La Lie de la terre
Arthur Koestler, militant communiste, et Juif hongrois d'origine, aura connu beaucoup des années sombres de l'Europe. Durant l'hiver 1941, alors qu'il a été interné au camp du Vernet en Ariège par la République française en tant que communiste, il écrit son témoignage La Lie de la terre. Au Vernet, Koestler expérimente l'absurdité d'une administration française qui enferme les ennemis de ses ennemis, des réfugiés antifascistes et antinazis qui, parce qu'allemands ou autrichiens de nationalité, ou communistes de conviction, sont considérés a priori comme une potentielle « 5e colonne ». C'est un camp disciplinaire où les conditions d'hygiène, la sous-alimentation, le froid, la surveillance continue, l'ennui, le désespoir couplé à l'impuissance, rongent chacun.

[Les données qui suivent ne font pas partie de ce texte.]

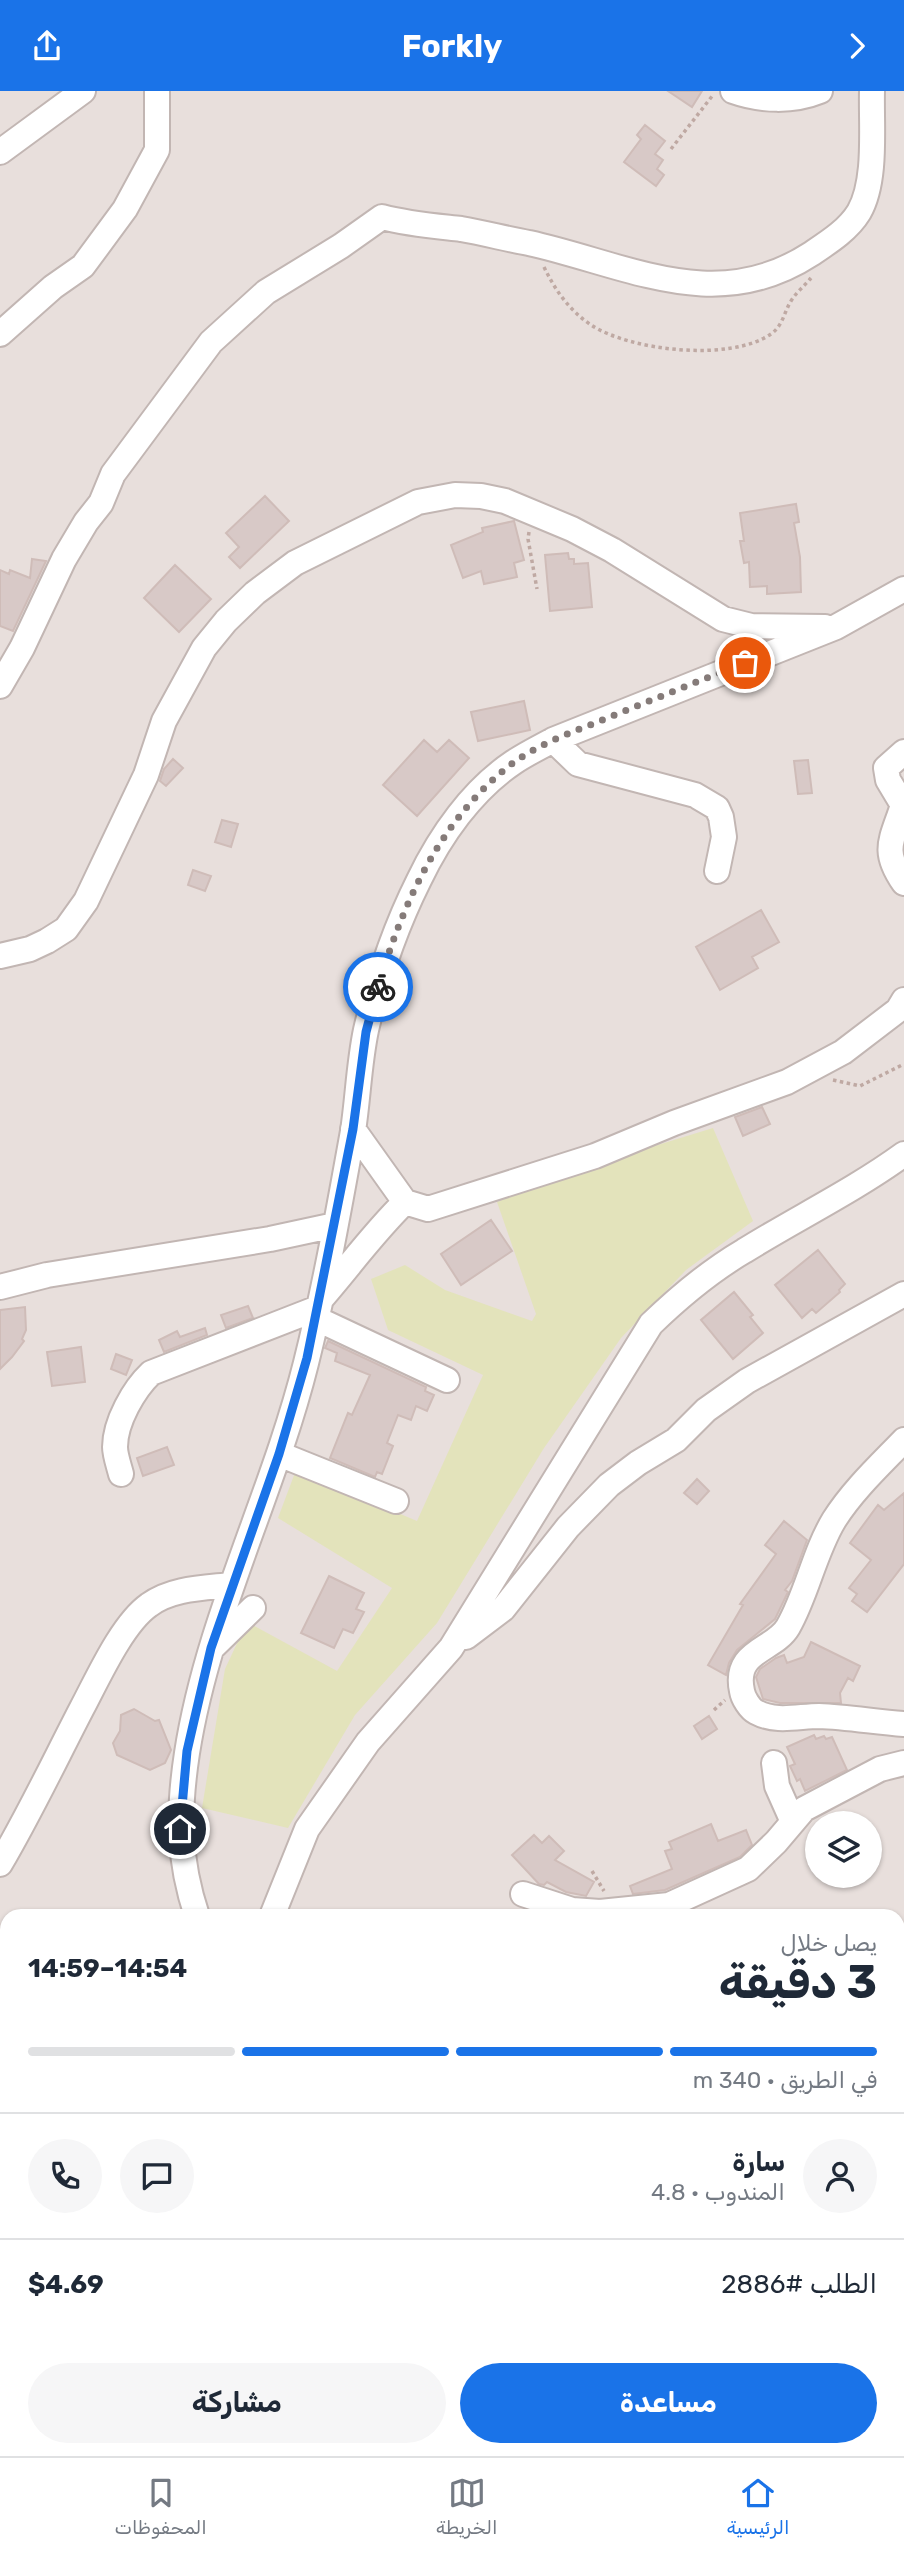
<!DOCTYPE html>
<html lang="ar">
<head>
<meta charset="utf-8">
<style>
	body { margin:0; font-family:Rubik,"Noto Naskh Arabic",sans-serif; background:#f6f6f7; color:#1f2937; direction:rtl; height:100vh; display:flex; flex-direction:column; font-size:26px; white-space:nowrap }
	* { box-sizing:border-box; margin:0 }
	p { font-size:23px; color:#747a83 }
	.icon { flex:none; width:38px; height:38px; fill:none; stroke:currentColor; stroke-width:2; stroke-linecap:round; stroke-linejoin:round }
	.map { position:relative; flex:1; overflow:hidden; direction:ltr }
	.details { position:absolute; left:0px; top:1818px; width:905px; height:548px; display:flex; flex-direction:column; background:#fff; border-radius:21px 21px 0 0; box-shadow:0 2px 5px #0004; direction:rtl }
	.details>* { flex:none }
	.tools { position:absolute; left:805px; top:1720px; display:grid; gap:14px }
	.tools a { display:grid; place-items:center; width:77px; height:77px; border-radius:50%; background:#fff; box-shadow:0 2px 5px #0004; font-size:35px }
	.pin { position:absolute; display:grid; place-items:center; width:60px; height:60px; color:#fff; margin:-30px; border:4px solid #fff; border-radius:50%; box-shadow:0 2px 7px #0007 }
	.courier { position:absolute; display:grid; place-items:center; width:70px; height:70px; margin:-35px; border:5px solid #1a73e8; border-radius:50%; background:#fff; color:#222; box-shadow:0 2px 9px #0007 }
	.head em { font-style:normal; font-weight:700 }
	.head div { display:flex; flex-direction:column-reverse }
	.head { display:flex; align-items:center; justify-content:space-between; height:119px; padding:0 28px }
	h1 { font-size:46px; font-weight:700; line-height:52px }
	.bar { display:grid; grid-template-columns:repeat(4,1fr); gap:10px 7px; align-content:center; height:84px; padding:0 28px }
	.bar i { height:9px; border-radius:5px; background:#e0e1e3 }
	.bar .active { background:#1a73e8 }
	.bar p { grid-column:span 4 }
	.line { display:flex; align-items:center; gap:18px; padding:0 28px; border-top:2px solid #e0e1e3 }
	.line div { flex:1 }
	.round { display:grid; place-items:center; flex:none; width:74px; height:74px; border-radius:37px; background:#f6f6f7 }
	.cta { display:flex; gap:14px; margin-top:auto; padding:14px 28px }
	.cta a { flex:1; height:80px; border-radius:42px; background:#1a73e8; color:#fff; font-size:28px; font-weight:700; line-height:80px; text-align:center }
	.cta a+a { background:#f6f6f7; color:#1f2937 }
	header { display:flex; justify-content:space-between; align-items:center; height:91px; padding:0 28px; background:#1a73e8; color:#fff; font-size:32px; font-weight:700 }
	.tab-bar { display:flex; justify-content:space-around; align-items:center; height:98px; border-top:2px solid #e0e1e3; background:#fff; font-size:19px; color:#747a83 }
	.tab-bar a { display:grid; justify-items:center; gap:4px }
	.tab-bar .active { color:#1a73e8 }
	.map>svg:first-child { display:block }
	.residential { fill:#e8dfdc; fill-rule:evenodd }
	.green { fill:#e3e3bb }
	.building { fill:#d8c9c7; stroke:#cfbcb8; stroke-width:2 }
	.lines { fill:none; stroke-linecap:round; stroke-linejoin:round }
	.minor-casing { stroke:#c2b6b3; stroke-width:28 }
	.path { stroke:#bfa9a3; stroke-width:3.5; stroke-dasharray:3.5 3.5; stroke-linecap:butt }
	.minor { stroke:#fff; stroke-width:24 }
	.done { stroke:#857b79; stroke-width:7; stroke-dasharray:0 12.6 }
	.route { stroke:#1a73e8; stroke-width:9 }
</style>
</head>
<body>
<header><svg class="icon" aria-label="forward" viewBox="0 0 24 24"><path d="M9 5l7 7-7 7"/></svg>Forkly<svg class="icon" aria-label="share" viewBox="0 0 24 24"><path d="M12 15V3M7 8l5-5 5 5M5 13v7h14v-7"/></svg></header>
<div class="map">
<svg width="904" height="2365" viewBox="0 0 904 2365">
	<rect width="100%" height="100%" fill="#f5efed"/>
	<path class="residential" d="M0,0h904v2365h-904zM817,1732h53v53h-53zM7,1825h891v534h-891z"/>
	<path class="green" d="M713,1037l40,93 -67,49 -65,68 -77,110 -107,175 -82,92 -67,113 -86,-20 23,-139 22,-47 90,49 55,-83 -114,-70 18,-48 121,51 66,-146 -95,-45 -17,-51 34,-14 40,25 87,31 4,-7 -39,-112 76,-31z"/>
	<path class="building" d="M668,0h34l-10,16z
		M645,34l20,16 -10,13 8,6 -6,9 7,6 -8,11 -32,-24 17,-23 -4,-4z
		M265,405l24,25 -49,47 -11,-11 10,-10 -13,-14z
		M796,413l3,18 -5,1 6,34 1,35 -34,2v-8l-17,1 -1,-25 -5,1 -4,-22h4l-4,-28z
		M514,430l10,39 -10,3 3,14 -33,7 -3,-13 -18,7 -12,-33 32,-13 -1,-4z
		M568,462l1,6h5v5l14,-1 4,44 -42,4 -5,-56z
		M32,468l14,2 -33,70 -13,-5v-56l9,4 1,-4 20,8z
		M175,474l36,34 -32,33 -35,-34z
		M524,610l6,29 -52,11 -7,-29z
		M424,649l13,12 12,-12 20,18 -52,58 -34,-31z
		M173,668l10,9 -17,18 -6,-5 4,-12z
		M808,669l4,33 -14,1 -4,-33z
		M222,729l16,4 -7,23 -16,-5z
		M193,779l18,6 -6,15 -17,-6z
		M761,819l18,32 -27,15 6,11 -38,22 -24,-43z
		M762,1016l8,17 -27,12 -8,-19z
		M491,1129l21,31 -51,34 -20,-31z
		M818,1159l27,34 -6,6 1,2 -24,21 -4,-4 -10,9 -27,-33z
		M734,1201l19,23 -3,2 13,16 -30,26 -32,-39z
		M248,1215l5,12 -27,10 -5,-13z
		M25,1216l1,23 -4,9 2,2 -12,16 -12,12v-59z
		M205,1237l2,7 -43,17 -5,-12 18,-9 3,6z
		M328,1250l98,46 -1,4 9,4 -7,16 -11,-5 -5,14 -13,-5 -11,28 6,3 -11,28 -5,-2 -2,5 -45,-19 18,-45 4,2 18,-40 -35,-14 2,-8 -12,-5z
		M81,1256l4,35 -33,4 -5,-34z
		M116,1263l16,6 -6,15 -15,-6z
		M167,1356l7,18 -31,11 -6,-18z
		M697,1388l12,12 -12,13 -13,-11z
		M904,1402v71l-37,48 -15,-11 5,-7 -8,-6 22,-28 -21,-17 28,-38 6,5z
		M784,1430l23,19 -15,41 -7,9 3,2 -13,27 -38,31 -8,13 -3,12 -18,-10 35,-60 -3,-1 36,-50 -11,-9z
		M329,1485l35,17 -8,16 8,3 -11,21 -10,-4 -9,19 -33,-15z
		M811,1551l49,24 -7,15 -5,-3 -8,15 1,10h-61l-17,-4 -7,-22 4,-8 16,-11 8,-3 3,8 17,-6z
		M134,1618l21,12 4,-1 12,30 -6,13 -15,7 -33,-15 -4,-12 7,-12 1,-16z
		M709,1625l8,13 -15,10 -8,-13z
		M814,1644l2,4 8,-3 2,3 6,-2 15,33 -42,21 -5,-12 -3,2 -7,-15 5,-2 -8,-17z
		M711,1733l7,17 28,-11 6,15 -12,12 -75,33 -32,4 -3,-8 42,-17 -7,-18 7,-2 -3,-7z
		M534,1744l8,8 7,-7 15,15 -9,9 39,22 -8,14 -20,-4 -19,-10 -3,3 -5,-1 -27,-29z"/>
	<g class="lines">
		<g class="minor-casing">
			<path id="minor" d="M733,0c28,10 60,11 87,0
				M0,61l83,-61
				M0,243l53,-47 30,-21 42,-57 32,-59v-59
				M0,595l22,-38 42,-89 22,-37 15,-19 12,-29 98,-132 55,-50 75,-46 41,-29c26,7 52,9 79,12 23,4 46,10 68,14 99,22 187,73 282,11 18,-12 37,-24 48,-42 18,-31 12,-86 13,-121
				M553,649l25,24 117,31 22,13 4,9 3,20 -7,34
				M904,661l-18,16 2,12 15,25c-11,35 -22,45 1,78
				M0,865l30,-7 17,-8 19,-12 20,-28 60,-126 18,-54 40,-73 22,-27 29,-28 40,-30 123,-61 37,-7 26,1 24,5 67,28 40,21 111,69 28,7 74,1
				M353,1038l52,73 23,7 167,-53 79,-33 113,-41 56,-30 55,-42 6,-10
				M0,1196l47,-12 223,-36 65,-14
				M321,1208c28,-32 53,-67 84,-97
				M315,1227l132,62
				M904,1349c-24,25 -51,50 -70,80 -20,33 -27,74 -46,107 -14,24 -55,23 -46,64 1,7 8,18 14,21 20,11 43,4 63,4 28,1 57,6 85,8
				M279,1363l117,47
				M121,1383c-2,-8 -6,-19 -6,-27 0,-25 19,-58 36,-74l167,-65
				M466,1546l37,-28 65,-82 41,-42 29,-22 38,-23 30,-30 41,-29 157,-87
				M212,1557l41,-40
				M774,1672l3,23 16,36
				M0,1773c30,-51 55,-104 82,-156 16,-30 40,-84 67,-103 23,-17 55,-17 82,-20
				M523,1803l49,16 28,2 69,-7 79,-36 28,-27 28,-33 76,-40 24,-6
				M197,1825c-19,-57 -19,-104 -10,-163 21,-135 86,-258 119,-390 19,-76 33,-154 47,-232 5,-33 6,-68 13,-101 12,-52 29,-102 53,-150 21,-44 53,-90 95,-118 12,-8 26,-15 39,-22l283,-113 68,-38
				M272,1825l35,-87 61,-87 83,-94 200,-324c28,-27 59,-53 93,-73 53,-33 109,-60 160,-97
				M898,1986l6,5
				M0,2054l7,-13
				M0,2106l7,2
				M898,2130l6,1
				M898,2303l6,1
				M789,2359l5,6
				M59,2365l2,-6
				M83,2365l10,-6
				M257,2365l5,-5
				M472,2365l19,-6"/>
		</g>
		<path class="path" d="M671,58l42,-54
			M544,176c11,23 25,43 47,58 40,26 139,37 180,9 13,-9 13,-24 22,-36 5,-7 12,-13 18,-20
			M529,441l-1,7 9,50
			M833,989l27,6 44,-22
			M714,1619l11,-10
			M592,1780l12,20
			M0,1972l6,-14
			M0,2327l7,-7"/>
		<use href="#minor" class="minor"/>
	</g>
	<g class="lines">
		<path class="done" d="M378,896c25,-84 61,-165 131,-221 28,-22 64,-34 96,-47 47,-19 93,-38 140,-56"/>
		<path class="route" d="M180,1738l7,-78 24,-103 68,-194 28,-96 46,-229 13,-97 12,-45"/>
	</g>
</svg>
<div class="tools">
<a><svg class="icon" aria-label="layers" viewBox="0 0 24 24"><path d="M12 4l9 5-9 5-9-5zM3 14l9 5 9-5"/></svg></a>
</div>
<div class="pin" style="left:745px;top:572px;background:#ea580c"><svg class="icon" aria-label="bag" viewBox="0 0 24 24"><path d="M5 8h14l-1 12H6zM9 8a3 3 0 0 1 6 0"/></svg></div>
<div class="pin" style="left:180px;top:1738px;background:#1f2937"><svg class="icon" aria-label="home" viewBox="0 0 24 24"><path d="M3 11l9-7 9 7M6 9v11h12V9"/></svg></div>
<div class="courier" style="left:378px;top:896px"><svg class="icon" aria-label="bike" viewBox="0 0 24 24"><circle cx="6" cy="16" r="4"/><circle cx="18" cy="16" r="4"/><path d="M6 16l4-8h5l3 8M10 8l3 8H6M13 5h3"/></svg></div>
<section class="details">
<div class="head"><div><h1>3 دقيقة</h1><p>يصل خلال</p></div><em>14:54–14:59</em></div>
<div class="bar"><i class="active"></i><i class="active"></i><i class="active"></i><i></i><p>في الطريق · 340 m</p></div>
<div class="line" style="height:126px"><a class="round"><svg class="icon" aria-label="person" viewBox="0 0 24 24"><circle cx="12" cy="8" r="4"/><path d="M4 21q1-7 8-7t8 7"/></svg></a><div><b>سارة</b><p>المندوب · 4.8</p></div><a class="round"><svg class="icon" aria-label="chat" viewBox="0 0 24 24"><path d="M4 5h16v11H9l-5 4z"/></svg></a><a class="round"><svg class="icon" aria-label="phone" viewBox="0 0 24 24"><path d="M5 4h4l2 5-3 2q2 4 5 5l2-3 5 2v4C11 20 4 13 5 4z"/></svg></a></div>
<div class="line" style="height:91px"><div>الطلب #2886</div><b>$4.69</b></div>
<div class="cta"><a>مساعدة</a><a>مشاركة</a></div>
</section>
</div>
<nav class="tab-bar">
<a class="active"><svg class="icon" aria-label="home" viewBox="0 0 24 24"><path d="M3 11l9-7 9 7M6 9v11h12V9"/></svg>الرئيسية</a>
<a><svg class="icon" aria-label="map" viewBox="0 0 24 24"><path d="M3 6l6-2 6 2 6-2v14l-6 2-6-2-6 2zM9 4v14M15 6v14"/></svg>الخريطة</a>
<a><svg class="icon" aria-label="saved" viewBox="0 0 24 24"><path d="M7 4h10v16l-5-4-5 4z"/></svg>المحفوظات</a>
</nav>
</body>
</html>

Koestler aura connu ces affres, et c'est cette violence nue qu'il rapporte sans pathos.
Ce texte donne à comprendre comment dans la crainte d'une nouvelle marche à la guerre, une partie de l'opinion française se radicalise dans les années 1937-1939. Il montre aussi le drame des communistes depuis septembre 1939, la trahison de Staline, leurs contorsions pour rester fidèles au Parti, les désillusions et les divorces. Enfin, La Lie de la terre met en lumière la tragédie de l'État moderne devenu machine répressive et antichambre du génocide : les Allemands n'auront qu'à se fournir en victimes dans les camps d'internement français. Ces victimes ce sont « les indésirables » dont parlait la droite française des années trente, c'est la « lie de la terre » épinglée par la presse collaborationniste, ce sont eux qui nourrissent ces camps, sas de l'horreur. C'est de là que partent les transferts à Drancy puis Auschwitz. Le Vernet de Koestler est le premier cercle de l'enfer qui conduit à la mort ignominieuse de la Shoah.